Return, from the data below, each line that contains the word "Chuo".

--- SUPPLIED RECORDS Enclosed Below ---

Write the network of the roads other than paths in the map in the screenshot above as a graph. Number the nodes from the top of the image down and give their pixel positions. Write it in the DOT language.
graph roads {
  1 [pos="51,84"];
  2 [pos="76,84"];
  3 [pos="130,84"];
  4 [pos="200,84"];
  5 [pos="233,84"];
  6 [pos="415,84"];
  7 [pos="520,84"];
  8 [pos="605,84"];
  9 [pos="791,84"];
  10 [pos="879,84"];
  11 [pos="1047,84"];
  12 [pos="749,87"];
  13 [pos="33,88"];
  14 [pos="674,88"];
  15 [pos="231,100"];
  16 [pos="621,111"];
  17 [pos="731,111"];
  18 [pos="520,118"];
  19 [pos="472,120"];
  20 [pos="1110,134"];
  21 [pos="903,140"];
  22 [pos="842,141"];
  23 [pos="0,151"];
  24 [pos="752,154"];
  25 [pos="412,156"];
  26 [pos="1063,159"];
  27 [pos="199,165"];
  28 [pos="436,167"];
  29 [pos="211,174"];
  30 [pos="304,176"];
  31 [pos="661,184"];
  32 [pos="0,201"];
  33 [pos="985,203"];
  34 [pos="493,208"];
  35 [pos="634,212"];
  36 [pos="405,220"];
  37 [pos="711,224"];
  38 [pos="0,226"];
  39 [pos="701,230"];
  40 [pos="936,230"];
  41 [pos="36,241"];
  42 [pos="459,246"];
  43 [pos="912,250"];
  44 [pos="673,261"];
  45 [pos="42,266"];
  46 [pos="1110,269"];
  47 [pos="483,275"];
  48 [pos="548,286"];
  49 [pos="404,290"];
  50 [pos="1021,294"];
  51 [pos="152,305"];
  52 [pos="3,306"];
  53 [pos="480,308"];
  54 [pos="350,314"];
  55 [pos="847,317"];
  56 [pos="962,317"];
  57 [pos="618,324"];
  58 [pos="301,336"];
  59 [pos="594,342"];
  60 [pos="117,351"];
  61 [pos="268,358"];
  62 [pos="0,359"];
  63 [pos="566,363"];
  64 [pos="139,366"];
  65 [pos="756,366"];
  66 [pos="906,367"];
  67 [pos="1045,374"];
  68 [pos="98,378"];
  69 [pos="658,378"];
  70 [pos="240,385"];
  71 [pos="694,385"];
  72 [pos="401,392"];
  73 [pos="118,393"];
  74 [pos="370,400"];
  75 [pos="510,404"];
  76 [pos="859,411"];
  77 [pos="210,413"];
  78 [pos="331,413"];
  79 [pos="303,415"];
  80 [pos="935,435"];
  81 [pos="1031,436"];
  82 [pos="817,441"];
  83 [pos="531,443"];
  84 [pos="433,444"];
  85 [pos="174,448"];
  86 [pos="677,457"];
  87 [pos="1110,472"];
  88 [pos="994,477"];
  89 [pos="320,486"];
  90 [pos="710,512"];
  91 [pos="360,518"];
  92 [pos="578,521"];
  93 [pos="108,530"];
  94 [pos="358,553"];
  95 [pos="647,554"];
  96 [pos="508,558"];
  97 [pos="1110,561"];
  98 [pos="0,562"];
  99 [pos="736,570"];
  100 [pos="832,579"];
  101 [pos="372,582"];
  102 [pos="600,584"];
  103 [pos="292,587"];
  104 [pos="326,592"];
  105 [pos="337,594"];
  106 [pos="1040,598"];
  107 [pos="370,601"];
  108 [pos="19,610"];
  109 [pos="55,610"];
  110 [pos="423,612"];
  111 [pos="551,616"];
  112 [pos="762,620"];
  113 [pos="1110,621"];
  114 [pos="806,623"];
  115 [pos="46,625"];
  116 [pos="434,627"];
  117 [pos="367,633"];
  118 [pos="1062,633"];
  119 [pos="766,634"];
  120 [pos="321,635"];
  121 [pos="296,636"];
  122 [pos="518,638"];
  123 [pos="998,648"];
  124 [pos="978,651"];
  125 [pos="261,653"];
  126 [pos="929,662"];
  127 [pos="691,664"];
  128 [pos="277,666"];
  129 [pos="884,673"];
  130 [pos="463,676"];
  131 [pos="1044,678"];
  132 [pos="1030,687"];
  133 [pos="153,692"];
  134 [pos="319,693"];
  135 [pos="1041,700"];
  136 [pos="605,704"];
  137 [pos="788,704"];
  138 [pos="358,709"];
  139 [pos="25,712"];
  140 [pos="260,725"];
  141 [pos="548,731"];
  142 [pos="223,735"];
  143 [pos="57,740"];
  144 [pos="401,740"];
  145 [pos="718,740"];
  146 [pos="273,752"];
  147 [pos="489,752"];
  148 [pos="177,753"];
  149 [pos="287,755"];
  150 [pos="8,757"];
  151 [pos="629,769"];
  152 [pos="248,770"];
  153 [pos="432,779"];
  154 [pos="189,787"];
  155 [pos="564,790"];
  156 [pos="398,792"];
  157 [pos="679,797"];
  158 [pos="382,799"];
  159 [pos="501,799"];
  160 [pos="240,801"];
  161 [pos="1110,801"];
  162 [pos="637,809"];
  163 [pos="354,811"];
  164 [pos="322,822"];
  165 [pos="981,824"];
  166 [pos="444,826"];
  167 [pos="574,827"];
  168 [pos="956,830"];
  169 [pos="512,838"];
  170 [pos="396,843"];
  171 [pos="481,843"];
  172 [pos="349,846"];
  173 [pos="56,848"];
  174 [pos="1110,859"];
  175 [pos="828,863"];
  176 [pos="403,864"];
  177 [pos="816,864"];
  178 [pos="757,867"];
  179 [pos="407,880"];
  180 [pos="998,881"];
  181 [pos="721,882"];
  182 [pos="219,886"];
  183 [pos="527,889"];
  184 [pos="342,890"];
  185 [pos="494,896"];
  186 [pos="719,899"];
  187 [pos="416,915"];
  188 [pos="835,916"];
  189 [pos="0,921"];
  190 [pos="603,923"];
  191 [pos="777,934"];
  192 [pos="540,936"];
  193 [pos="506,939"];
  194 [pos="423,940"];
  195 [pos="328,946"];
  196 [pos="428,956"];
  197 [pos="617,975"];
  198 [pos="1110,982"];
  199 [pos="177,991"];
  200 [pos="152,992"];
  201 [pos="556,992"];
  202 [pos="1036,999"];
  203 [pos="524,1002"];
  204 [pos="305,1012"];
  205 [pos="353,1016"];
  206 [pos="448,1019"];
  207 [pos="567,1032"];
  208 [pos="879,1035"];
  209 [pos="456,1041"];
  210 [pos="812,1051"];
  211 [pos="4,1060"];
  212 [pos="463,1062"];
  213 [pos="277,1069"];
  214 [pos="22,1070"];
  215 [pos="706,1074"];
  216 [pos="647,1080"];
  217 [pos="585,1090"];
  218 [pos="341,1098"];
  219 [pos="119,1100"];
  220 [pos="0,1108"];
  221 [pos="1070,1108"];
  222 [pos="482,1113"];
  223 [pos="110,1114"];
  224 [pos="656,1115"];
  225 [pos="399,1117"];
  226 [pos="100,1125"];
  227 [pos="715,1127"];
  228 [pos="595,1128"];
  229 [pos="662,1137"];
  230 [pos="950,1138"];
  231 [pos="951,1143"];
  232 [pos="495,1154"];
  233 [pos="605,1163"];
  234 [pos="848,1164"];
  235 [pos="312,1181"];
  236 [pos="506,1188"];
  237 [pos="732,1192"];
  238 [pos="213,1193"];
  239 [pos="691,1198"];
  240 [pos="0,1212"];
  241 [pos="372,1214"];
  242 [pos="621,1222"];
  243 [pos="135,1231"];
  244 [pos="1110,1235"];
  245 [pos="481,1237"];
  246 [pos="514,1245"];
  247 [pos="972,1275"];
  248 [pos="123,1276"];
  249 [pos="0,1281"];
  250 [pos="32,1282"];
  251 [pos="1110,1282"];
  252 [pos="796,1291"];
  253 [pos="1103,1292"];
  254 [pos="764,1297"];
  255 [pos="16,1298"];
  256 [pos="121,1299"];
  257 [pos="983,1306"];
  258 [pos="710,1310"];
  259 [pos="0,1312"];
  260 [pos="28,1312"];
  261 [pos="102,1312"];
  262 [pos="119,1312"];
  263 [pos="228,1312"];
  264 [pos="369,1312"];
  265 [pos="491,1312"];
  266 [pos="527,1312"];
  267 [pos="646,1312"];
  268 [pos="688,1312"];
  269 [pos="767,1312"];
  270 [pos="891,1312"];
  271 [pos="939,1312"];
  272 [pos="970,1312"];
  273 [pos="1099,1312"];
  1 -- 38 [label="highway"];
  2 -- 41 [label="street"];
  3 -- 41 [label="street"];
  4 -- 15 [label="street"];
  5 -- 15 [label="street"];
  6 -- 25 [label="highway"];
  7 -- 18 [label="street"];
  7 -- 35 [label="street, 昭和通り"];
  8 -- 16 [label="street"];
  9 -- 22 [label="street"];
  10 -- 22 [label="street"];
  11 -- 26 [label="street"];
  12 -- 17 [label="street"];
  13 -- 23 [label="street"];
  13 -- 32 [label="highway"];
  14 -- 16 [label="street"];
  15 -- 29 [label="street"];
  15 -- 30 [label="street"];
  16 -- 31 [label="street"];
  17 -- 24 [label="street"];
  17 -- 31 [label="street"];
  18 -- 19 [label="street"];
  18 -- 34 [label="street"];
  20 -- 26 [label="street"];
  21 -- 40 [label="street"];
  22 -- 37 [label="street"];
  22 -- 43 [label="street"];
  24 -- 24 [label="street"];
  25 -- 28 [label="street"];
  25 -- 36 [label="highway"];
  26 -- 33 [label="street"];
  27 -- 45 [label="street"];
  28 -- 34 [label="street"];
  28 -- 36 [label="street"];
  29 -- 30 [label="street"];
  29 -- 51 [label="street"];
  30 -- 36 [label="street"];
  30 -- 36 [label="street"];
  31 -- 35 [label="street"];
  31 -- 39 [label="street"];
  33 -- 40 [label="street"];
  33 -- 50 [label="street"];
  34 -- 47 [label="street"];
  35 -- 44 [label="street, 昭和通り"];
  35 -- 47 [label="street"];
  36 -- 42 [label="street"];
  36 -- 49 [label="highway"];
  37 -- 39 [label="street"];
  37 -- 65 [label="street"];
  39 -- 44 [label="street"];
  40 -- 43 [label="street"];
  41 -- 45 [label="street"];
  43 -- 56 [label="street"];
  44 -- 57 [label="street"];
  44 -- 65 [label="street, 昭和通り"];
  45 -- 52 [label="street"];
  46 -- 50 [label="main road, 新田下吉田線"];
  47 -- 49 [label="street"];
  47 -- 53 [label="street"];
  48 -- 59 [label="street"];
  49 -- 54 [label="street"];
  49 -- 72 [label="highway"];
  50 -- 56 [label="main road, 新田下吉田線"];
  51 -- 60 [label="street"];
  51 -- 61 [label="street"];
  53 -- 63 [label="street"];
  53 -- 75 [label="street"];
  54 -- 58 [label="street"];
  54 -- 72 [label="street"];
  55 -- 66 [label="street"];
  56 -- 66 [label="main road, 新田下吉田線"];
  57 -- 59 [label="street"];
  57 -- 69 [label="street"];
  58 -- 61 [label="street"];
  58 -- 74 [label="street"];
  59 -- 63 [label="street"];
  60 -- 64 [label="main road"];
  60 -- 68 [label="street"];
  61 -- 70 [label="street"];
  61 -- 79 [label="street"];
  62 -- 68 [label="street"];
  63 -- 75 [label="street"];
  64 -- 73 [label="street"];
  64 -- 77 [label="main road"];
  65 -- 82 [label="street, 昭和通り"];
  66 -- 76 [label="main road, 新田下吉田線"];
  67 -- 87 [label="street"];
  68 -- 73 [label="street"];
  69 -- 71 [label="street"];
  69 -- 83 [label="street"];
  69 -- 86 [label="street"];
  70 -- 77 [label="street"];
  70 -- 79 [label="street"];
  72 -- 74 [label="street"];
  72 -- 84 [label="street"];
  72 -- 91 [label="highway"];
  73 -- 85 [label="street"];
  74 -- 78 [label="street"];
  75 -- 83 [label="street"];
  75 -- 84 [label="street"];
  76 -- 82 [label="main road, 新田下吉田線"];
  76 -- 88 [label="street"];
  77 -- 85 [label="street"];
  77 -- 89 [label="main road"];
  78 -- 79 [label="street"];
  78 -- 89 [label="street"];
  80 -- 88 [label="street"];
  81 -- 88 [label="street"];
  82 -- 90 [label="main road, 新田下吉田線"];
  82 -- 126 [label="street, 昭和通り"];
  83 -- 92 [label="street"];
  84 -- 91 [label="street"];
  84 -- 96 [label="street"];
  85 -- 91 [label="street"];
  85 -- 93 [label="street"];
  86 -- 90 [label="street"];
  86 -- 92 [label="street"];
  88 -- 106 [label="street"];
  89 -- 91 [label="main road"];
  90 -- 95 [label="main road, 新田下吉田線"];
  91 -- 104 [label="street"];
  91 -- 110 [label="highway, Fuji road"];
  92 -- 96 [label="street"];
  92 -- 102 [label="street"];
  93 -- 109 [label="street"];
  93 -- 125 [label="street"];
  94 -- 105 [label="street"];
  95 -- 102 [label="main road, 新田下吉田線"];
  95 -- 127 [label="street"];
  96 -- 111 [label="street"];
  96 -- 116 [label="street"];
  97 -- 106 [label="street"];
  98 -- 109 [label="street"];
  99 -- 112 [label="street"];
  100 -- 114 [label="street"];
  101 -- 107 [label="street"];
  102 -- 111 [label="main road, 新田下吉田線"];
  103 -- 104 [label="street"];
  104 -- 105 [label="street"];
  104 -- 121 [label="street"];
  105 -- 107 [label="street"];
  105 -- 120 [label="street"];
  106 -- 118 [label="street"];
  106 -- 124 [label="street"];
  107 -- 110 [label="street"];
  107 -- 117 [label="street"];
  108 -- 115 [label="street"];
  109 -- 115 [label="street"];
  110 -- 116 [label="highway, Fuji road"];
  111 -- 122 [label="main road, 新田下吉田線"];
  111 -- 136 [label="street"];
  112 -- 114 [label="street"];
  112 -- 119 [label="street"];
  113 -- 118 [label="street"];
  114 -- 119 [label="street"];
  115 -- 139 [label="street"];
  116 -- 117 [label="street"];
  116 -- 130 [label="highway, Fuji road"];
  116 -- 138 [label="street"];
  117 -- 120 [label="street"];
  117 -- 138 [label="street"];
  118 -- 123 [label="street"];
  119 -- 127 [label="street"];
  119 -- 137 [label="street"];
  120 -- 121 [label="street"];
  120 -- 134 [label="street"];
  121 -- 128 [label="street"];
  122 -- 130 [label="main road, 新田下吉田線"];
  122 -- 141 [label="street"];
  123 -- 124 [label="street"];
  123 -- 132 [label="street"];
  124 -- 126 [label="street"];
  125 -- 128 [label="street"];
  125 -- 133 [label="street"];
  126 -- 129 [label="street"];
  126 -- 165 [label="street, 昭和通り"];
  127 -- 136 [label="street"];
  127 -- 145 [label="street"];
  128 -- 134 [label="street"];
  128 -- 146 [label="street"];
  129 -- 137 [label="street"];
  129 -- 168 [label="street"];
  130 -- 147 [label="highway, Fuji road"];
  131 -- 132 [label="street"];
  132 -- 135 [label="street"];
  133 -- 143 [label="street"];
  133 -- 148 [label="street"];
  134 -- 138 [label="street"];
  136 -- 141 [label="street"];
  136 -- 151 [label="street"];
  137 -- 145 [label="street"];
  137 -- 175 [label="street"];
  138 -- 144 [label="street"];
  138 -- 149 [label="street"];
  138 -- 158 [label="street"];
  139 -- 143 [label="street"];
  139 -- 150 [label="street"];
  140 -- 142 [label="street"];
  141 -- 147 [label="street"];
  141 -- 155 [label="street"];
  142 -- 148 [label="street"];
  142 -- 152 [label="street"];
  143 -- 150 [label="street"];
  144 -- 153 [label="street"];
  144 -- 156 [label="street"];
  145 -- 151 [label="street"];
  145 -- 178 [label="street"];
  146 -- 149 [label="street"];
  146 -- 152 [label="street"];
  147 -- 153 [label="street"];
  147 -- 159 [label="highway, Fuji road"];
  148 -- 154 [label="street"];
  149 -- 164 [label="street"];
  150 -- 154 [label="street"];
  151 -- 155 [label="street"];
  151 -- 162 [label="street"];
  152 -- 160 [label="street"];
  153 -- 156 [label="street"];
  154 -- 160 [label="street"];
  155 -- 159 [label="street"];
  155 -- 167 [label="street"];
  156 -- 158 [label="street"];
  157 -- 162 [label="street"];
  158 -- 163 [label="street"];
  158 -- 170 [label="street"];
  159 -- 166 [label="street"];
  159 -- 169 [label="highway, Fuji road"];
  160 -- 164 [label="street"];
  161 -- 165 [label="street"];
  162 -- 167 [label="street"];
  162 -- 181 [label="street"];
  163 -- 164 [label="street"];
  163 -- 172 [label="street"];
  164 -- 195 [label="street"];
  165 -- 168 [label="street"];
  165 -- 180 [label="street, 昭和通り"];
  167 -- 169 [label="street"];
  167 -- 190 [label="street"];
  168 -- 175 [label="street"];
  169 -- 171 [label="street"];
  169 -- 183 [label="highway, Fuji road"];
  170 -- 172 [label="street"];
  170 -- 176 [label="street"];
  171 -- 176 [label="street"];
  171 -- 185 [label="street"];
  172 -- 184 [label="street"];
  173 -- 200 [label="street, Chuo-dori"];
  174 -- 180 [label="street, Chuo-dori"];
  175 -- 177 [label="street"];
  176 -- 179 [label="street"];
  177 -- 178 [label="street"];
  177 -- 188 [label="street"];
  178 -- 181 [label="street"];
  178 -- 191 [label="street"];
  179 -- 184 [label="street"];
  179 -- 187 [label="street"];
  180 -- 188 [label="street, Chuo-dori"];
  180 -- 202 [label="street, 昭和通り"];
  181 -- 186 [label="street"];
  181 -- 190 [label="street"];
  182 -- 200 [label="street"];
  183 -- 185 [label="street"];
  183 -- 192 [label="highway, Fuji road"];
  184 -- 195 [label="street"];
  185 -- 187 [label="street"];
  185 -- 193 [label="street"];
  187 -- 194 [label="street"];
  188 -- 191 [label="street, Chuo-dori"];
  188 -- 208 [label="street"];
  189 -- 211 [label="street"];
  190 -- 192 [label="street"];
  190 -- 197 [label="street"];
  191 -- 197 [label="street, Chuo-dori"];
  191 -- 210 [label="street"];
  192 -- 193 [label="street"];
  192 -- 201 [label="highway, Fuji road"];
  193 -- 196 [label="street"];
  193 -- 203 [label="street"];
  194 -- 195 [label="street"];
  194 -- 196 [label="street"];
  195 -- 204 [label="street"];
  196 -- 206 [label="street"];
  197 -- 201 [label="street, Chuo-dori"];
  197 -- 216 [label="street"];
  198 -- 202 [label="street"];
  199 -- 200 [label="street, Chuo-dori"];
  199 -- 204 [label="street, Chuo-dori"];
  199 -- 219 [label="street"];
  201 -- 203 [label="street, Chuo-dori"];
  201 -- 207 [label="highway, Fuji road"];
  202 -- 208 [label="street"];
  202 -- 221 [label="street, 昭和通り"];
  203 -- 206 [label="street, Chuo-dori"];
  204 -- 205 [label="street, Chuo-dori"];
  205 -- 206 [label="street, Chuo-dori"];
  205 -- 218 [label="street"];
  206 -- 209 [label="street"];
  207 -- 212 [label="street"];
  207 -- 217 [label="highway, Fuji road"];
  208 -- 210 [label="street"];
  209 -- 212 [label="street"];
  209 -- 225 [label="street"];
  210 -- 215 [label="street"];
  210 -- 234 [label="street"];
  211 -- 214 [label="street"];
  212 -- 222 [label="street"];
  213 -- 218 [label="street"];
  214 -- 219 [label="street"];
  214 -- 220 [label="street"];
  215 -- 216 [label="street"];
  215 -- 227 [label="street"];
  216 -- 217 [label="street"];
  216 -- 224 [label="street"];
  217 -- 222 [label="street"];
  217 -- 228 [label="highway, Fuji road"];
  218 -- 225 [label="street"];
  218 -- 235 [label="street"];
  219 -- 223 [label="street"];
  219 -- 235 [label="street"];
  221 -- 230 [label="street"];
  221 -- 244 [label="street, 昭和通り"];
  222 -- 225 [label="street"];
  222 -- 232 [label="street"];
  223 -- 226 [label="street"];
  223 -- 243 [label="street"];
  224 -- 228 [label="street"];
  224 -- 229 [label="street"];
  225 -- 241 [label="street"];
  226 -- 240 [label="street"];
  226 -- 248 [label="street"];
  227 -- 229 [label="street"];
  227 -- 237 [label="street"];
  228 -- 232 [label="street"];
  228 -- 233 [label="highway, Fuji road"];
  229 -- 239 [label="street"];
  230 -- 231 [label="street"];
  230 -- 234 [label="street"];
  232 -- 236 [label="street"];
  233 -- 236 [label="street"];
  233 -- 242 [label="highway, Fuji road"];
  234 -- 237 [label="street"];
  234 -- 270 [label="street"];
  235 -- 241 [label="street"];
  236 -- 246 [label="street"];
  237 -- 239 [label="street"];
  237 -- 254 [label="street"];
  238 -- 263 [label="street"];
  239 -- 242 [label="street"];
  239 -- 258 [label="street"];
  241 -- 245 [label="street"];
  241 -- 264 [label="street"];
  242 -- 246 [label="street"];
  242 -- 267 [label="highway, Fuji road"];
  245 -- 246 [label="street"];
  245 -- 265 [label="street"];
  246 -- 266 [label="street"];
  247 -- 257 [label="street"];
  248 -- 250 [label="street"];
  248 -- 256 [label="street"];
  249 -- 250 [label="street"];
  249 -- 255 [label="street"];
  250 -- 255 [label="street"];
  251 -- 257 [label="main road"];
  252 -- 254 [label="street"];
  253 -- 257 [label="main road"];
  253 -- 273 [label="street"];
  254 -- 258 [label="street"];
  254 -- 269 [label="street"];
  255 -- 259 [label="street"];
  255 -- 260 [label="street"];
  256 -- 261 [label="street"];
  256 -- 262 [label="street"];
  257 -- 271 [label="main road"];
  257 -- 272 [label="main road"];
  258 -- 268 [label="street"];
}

--- End of Enclosed SUPPLIED RECORDS ---

RESPONSE TO THE TASK:
  173 -- 200 [label="street, Chuo-dori"];
  174 -- 180 [label="street, Chuo-dori"];
  180 -- 188 [label="street, Chuo-dori"];
  188 -- 191 [label="street, Chuo-dori"];
  191 -- 197 [label="street, Chuo-dori"];
  197 -- 201 [label="street, Chuo-dori"];
  199 -- 200 [label="street, Chuo-dori"];
  199 -- 204 [label="street, Chuo-dori"];
  201 -- 203 [label="street, Chuo-dori"];
  203 -- 206 [label="street, Chuo-dori"];
  204 -- 205 [label="street, Chuo-dori"];
  205 -- 206 [label="street, Chuo-dori"];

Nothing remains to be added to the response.